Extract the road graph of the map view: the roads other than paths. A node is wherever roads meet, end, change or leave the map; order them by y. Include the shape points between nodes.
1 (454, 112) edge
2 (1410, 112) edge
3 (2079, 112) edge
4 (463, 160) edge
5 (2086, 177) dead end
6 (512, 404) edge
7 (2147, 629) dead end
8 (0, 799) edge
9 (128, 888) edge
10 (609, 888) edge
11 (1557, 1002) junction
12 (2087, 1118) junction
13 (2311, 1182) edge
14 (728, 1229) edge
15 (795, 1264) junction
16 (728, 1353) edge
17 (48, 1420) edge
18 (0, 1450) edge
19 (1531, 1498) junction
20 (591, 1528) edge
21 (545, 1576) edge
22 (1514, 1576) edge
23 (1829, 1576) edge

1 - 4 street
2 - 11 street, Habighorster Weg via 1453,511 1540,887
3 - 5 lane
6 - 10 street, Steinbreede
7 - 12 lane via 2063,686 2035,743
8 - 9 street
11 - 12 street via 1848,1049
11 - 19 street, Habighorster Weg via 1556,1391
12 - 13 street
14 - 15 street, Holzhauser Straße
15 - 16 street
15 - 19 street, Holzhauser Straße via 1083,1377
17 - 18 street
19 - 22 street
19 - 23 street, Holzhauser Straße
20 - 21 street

- [Problem requirements]: For every entry in the records above, write an exact copy.

- [Output of the exercise]:
Extract the road graph of the map view: the roads other than paths. A node is wherever roads meet, end, change or leave the map; order them by y. Include the shape points between nodes.
1 (454, 112) edge
2 (1410, 112) edge
3 (2079, 112) edge
4 (463, 160) edge
5 (2086, 177) dead end
6 (512, 404) edge
7 (2147, 629) dead end
8 (0, 799) edge
9 (128, 888) edge
10 (609, 888) edge
11 (1557, 1002) junction
12 (2087, 1118) junction
13 (2311, 1182) edge
14 (728, 1229) edge
15 (795, 1264) junction
16 (728, 1353) edge
17 (48, 1420) edge
18 (0, 1450) edge
19 (1531, 1498) junction
20 (591, 1528) edge
21 (545, 1576) edge
22 (1514, 1576) edge
23 (1829, 1576) edge

1 - 4 street
2 - 11 street, Habighorster Weg via 1453,511 1540,887
3 - 5 lane
6 - 10 street, Steinbreede
7 - 12 lane via 2063,686 2035,743
8 - 9 street
11 - 12 street via 1848,1049
11 - 19 street, Habighorster Weg via 1556,1391
12 - 13 street
14 - 15 street, Holzhauser Straße
15 - 16 street
15 - 19 street, Holzhauser Straße via 1083,1377
17 - 18 street
19 - 22 street
19 - 23 street, Holzhauser Straße
20 - 21 street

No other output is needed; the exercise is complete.